- Dataset entries

......

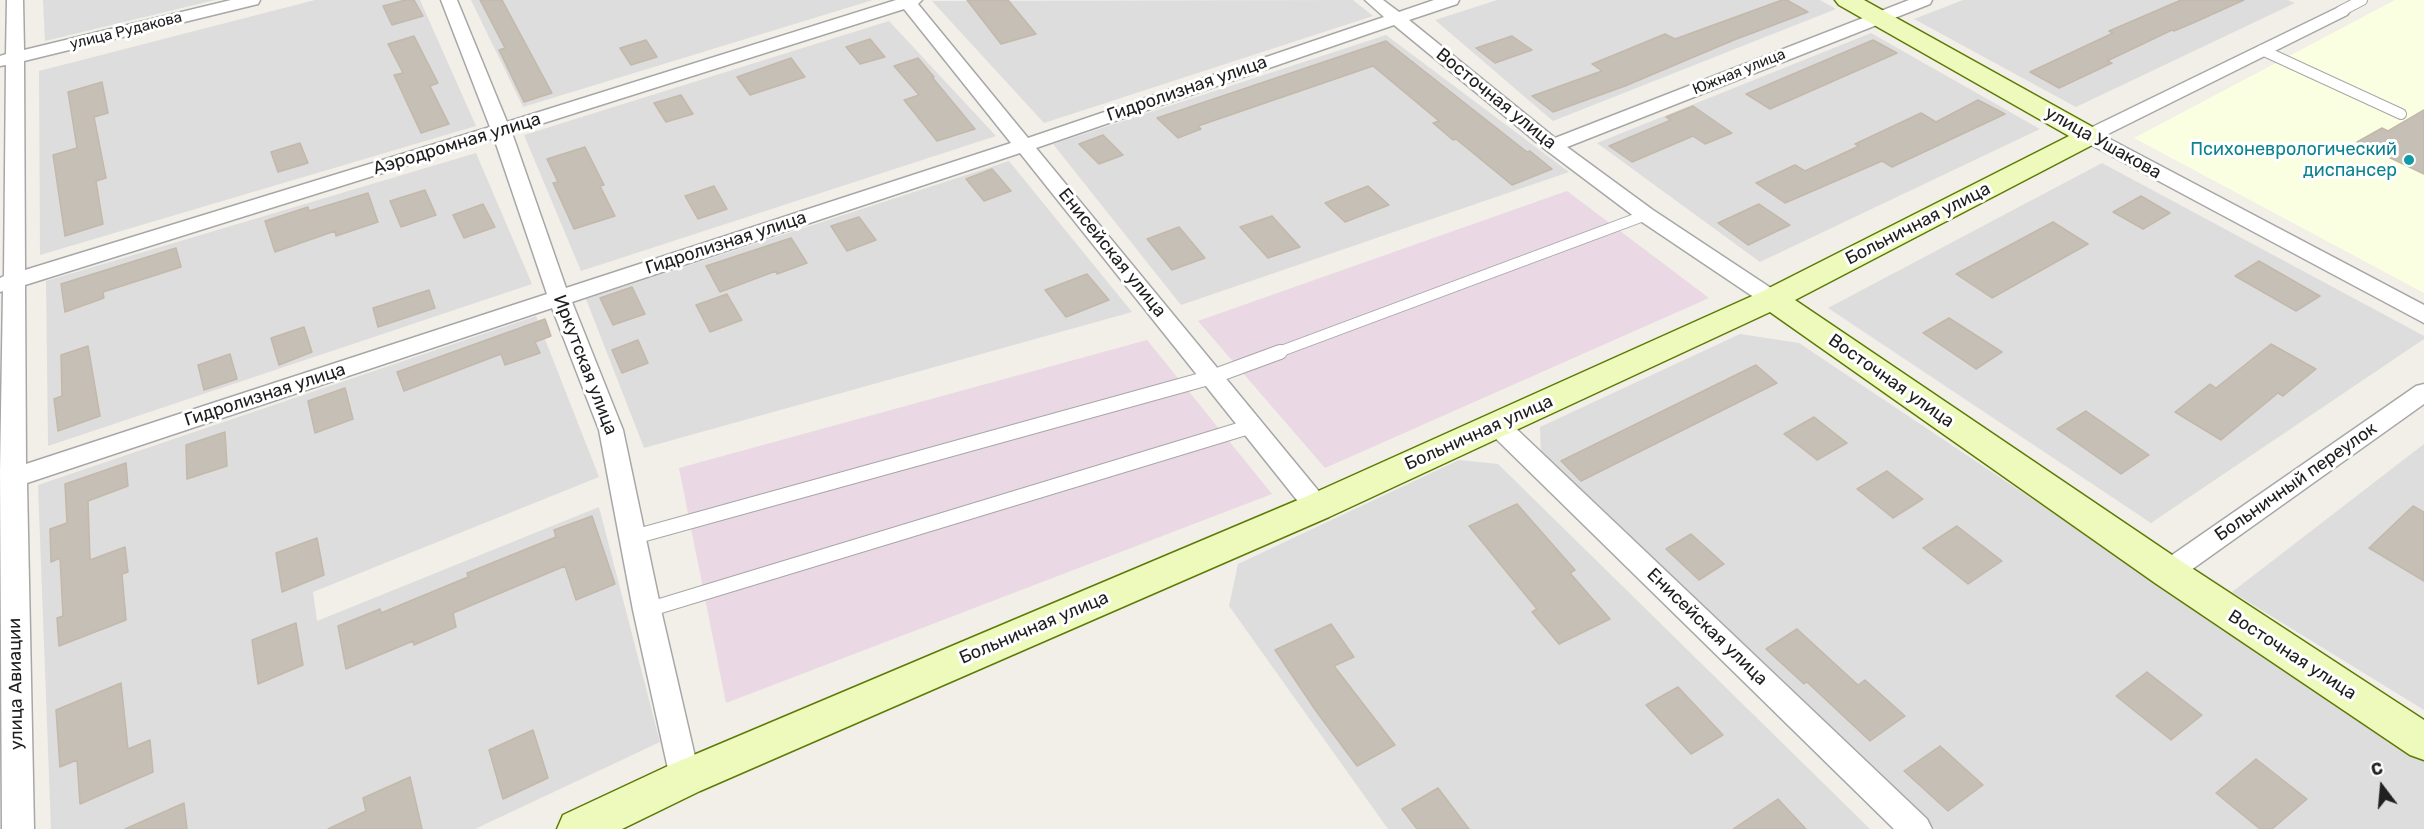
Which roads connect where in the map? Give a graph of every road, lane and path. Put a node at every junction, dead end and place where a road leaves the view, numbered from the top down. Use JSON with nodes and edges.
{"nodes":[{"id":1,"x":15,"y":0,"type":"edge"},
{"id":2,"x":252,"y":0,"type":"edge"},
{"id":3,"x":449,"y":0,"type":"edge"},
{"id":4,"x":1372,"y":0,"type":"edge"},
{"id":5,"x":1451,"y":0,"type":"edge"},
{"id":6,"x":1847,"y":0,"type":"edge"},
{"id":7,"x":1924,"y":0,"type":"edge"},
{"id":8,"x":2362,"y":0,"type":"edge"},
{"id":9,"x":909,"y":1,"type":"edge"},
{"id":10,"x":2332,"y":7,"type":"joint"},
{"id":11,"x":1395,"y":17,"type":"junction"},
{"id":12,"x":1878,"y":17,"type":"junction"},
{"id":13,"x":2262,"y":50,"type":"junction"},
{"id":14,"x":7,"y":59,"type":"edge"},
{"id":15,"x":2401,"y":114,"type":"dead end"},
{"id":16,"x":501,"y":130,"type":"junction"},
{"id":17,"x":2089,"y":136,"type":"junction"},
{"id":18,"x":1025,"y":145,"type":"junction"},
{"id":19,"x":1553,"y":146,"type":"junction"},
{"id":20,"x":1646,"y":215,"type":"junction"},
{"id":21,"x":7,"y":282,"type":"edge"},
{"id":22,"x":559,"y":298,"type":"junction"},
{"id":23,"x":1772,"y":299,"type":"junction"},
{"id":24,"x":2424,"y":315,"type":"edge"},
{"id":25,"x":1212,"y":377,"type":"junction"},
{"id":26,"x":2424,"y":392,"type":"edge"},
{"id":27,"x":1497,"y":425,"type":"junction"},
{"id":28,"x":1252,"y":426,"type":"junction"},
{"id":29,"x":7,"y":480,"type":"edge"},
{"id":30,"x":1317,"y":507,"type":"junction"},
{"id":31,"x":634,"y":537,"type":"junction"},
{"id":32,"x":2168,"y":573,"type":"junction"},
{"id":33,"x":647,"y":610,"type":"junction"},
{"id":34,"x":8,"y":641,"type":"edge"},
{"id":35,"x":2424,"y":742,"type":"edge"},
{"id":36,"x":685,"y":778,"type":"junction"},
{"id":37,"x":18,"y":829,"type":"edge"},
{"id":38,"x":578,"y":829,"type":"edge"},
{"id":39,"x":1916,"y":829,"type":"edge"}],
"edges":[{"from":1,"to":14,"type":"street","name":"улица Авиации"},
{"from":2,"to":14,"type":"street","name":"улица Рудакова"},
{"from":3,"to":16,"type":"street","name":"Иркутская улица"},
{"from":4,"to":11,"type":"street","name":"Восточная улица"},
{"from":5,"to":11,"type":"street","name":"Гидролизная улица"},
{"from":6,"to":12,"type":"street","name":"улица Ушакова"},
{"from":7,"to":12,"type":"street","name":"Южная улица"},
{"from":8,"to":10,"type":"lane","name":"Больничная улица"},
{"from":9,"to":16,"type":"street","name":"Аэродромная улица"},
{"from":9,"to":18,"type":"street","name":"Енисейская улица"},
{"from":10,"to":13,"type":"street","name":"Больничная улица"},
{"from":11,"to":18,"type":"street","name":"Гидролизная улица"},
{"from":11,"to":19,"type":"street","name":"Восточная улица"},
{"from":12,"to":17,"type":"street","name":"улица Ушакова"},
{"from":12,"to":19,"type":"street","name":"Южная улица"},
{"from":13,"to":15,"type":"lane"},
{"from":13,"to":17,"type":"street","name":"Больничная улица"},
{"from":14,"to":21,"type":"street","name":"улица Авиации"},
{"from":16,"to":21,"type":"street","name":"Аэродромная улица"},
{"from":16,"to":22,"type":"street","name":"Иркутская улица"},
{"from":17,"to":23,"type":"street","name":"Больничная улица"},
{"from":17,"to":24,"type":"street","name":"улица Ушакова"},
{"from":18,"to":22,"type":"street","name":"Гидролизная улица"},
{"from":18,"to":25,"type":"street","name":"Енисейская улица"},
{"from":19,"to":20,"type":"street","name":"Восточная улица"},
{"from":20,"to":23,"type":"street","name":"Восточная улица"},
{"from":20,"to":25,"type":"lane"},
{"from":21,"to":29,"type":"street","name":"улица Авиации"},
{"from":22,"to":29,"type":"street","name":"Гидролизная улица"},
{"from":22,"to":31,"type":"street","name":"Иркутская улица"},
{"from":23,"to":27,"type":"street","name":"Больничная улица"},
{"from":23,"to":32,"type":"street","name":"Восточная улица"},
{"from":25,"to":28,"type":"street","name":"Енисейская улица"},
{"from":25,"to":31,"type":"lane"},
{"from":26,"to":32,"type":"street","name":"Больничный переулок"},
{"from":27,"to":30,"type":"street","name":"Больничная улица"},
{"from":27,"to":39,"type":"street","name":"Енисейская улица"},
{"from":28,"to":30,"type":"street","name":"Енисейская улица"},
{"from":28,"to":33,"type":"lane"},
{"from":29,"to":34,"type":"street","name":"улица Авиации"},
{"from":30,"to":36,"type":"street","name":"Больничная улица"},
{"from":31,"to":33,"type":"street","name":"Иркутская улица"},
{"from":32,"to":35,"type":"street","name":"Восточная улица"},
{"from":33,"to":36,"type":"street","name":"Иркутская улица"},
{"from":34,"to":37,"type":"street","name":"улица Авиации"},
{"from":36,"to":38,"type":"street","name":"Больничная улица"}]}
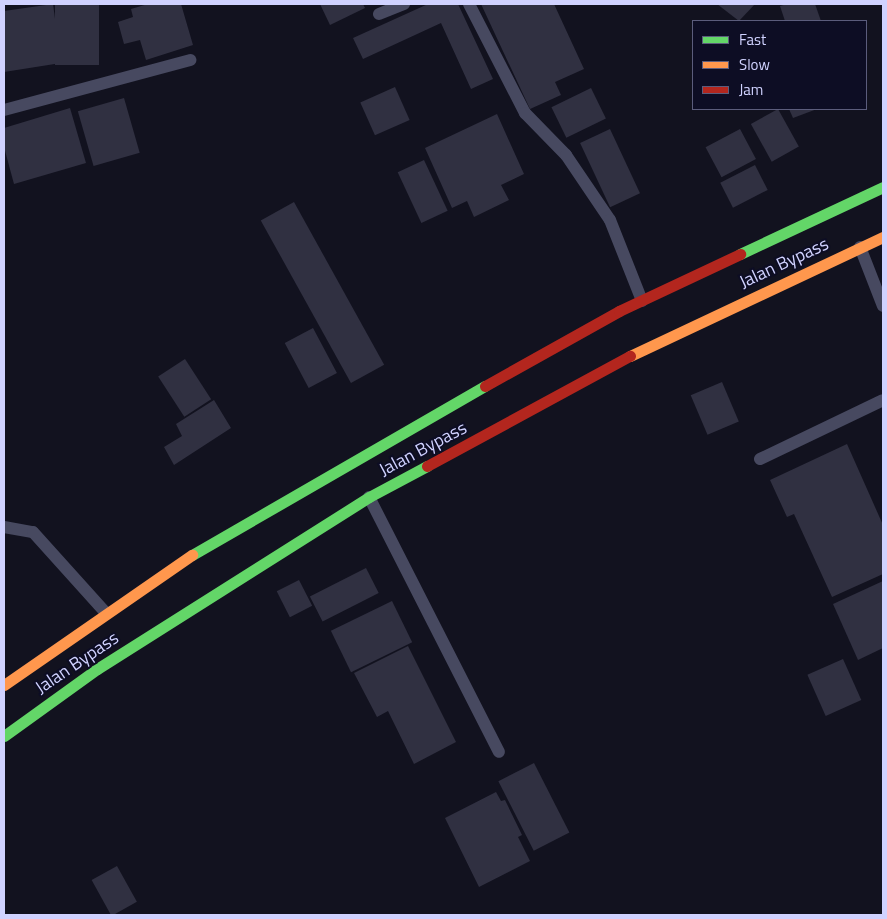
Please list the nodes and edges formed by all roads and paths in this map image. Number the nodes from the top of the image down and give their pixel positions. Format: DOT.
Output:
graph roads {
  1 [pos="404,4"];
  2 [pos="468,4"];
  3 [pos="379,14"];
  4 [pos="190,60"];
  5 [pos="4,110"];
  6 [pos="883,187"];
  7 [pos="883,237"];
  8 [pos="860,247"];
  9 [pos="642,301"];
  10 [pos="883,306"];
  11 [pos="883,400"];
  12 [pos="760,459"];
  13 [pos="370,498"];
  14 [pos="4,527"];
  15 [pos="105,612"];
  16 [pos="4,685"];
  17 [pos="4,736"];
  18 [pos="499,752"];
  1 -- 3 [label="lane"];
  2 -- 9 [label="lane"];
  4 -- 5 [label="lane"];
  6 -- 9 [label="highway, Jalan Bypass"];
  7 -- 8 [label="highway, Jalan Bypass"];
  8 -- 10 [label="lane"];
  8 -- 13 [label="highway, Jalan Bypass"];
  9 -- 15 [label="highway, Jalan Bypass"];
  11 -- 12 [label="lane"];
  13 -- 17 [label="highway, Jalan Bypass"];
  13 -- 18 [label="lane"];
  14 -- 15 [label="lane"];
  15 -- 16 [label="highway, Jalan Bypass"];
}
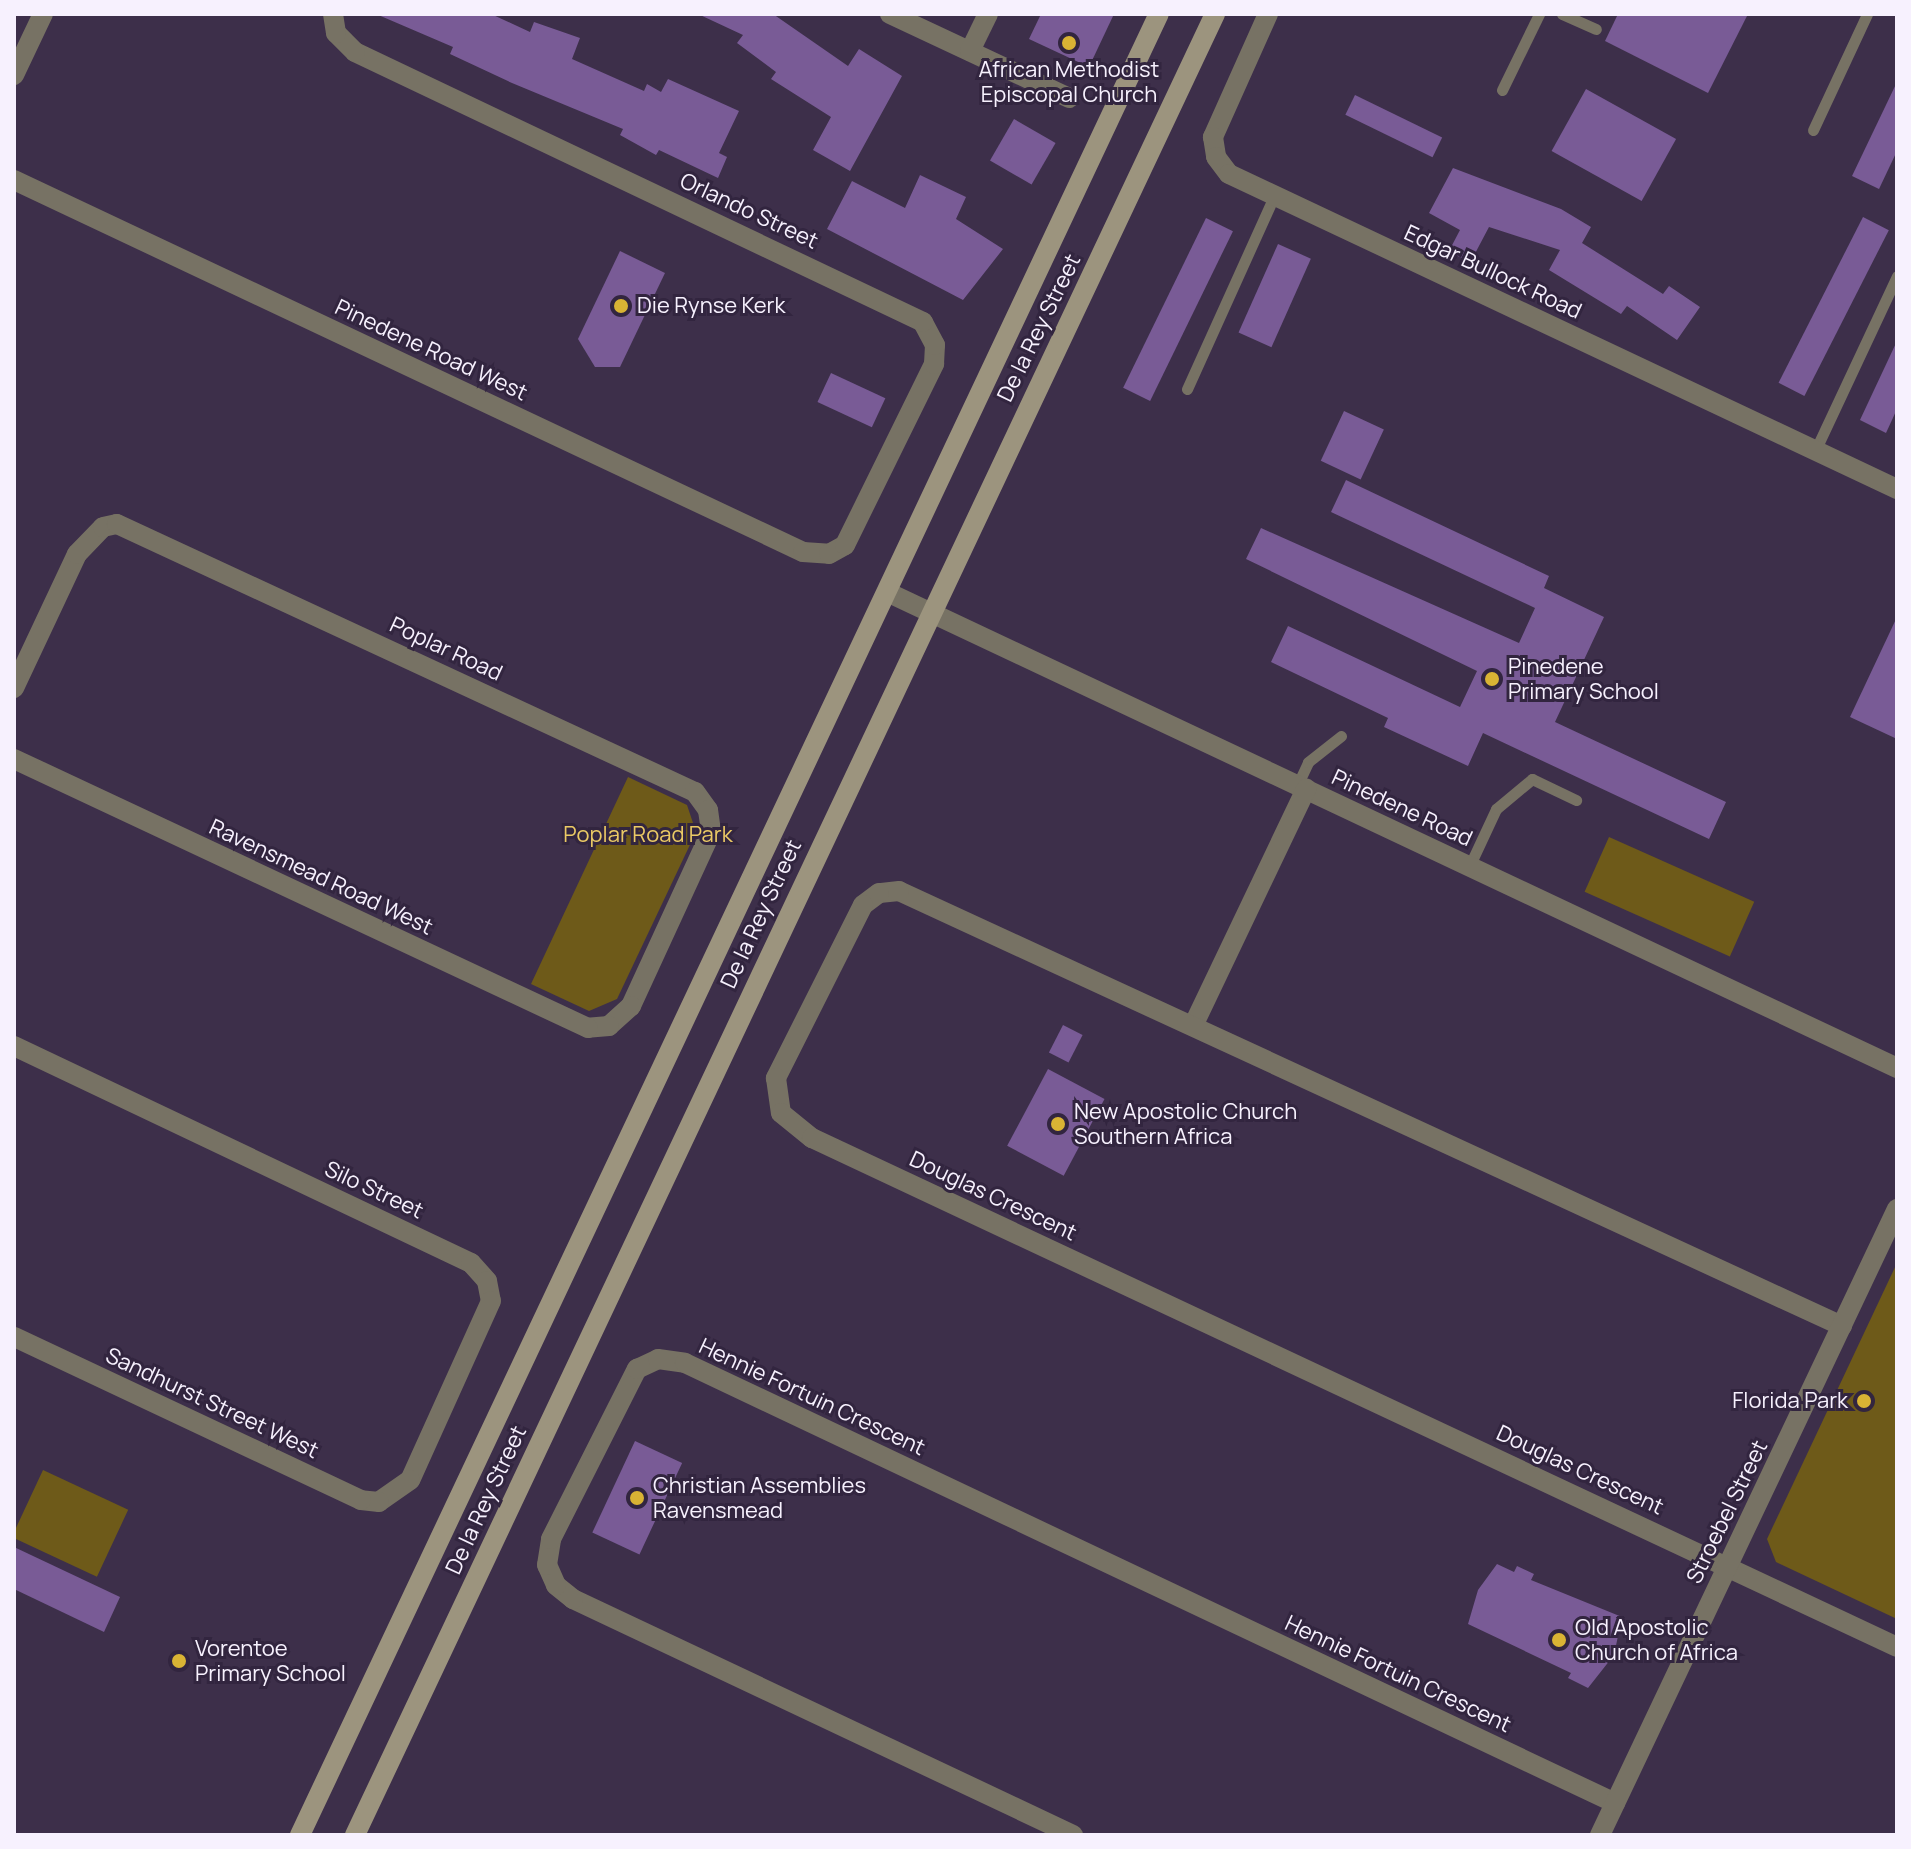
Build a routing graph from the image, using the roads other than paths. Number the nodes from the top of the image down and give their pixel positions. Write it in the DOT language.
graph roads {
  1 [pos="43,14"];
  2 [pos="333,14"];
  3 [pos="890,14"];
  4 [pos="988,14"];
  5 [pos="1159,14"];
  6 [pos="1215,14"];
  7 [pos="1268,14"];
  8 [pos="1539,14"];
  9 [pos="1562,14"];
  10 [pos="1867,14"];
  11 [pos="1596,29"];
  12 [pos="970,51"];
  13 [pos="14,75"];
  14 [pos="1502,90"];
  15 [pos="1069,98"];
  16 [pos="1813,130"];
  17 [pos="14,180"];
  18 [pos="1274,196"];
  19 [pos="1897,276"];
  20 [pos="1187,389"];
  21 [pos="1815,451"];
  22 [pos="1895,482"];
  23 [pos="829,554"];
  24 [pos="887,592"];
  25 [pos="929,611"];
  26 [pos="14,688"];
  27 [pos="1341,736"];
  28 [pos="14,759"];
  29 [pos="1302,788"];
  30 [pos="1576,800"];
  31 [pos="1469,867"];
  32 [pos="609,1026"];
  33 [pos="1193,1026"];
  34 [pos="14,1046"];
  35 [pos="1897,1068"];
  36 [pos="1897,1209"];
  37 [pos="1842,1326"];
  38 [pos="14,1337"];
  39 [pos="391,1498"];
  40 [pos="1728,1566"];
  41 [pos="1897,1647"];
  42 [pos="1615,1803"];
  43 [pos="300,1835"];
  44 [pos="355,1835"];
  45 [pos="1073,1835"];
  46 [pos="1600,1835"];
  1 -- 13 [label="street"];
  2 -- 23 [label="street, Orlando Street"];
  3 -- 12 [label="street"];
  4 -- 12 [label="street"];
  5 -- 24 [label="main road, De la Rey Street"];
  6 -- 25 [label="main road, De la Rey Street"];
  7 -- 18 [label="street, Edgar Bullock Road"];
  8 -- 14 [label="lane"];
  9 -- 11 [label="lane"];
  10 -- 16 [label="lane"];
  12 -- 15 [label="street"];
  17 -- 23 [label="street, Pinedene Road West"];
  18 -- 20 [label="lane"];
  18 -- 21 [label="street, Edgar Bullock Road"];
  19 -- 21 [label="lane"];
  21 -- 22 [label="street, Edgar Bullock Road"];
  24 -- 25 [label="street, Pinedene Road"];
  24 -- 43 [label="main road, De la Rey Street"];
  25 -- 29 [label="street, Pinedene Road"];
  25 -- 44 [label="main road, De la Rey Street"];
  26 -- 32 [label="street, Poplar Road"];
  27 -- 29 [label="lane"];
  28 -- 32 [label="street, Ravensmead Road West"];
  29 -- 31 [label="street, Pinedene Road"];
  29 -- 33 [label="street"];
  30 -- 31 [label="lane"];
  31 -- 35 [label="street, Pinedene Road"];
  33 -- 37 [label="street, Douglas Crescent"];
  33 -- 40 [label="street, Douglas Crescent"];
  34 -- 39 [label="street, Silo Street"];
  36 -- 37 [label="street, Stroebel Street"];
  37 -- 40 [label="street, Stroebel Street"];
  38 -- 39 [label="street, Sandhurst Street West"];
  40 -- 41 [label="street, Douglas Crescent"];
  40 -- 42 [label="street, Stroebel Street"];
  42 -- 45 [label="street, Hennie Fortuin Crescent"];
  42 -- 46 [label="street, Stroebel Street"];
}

......

What is needed is one number: how many lines of the records above contain the word "dead".

2